Dan very clearly did not do the math in his head to figure out when six weeks ago was. He clearly did not want to hear anything about the outside-of-work relationship between his ex-wife and Lucifer, which was not surprising and also good. “Did Lucifer know before he left?”
“Of course not,” she muttered, trying not to be offended. “He wouldn’t have left if he’d known.”
Dan laughed, making her cross the line into offended. “He would have gone so much faster if he’d known, Chloe. The guy just can’t handle responsibility. He—”
“Don’t.” Dan stopped talking and stared at her for a minute while she stared at the wall.

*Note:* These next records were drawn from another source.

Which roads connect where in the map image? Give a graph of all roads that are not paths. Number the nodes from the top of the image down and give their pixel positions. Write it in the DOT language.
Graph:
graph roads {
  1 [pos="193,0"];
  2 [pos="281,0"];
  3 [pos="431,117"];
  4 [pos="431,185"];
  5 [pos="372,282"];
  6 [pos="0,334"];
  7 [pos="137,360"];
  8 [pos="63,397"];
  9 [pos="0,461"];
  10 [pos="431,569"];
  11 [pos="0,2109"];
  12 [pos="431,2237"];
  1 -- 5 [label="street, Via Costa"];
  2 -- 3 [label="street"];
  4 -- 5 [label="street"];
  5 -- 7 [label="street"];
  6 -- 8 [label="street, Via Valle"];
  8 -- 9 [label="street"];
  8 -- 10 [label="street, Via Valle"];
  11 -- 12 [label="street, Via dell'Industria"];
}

This was the one thing she’d tried not to think about: how would Lucifer react? There was absolutely nothing in their history (or his) to suggest that he’d react any differently than Dan would have expected (run and run and fly as fast as he could), and it was not something that she was going to think about. “Lucifer is gone, Dan,” she whispered, turning to look at him again. “There’s no way he’s coming back, and I’m not going to think about what would happen if he knew. Whether he would have stayed or if he’d still have gone—it doesn’t matter. I’m having the baby either way.”
They sat quietly for a moment. Eventually Dan’s arm wrapped around her, and she let her head fall on his shoulder. They both sighed.
“Trixie’s going to be crushed if it isn’t a girl,” Dan finally offered.
Chloe tried to laugh. “I know. I’m trying to decide whether she’d handle a brother if it is a boy or if I’ll just have to steal a baby from the hospital somehow.”
Dan’s shoulder shook as he laughed for a second. “You would never get away with it.”
“Why not?” she asked, too tired to be offended again. “I’m a cop. I can get away with almost anything.”
“Lucifer’s kid loose in LA without you? California—no, the world wouldn’t stand a chance.”
She thought about it for a second. If the kid was anything like Lucifer, the world was definitely doomed. She grinned. “I guess Trixie’ll have to deal with it.”
“Yep.” He was quiet long enough that Chloe almost fell asleep on his shoulder. “I bet it’ll be a girl, though. The world needs another Decker woman.”
She smiled. Either way—boy or girl, human or some weird angel hybrid—the world wasn’t prepared.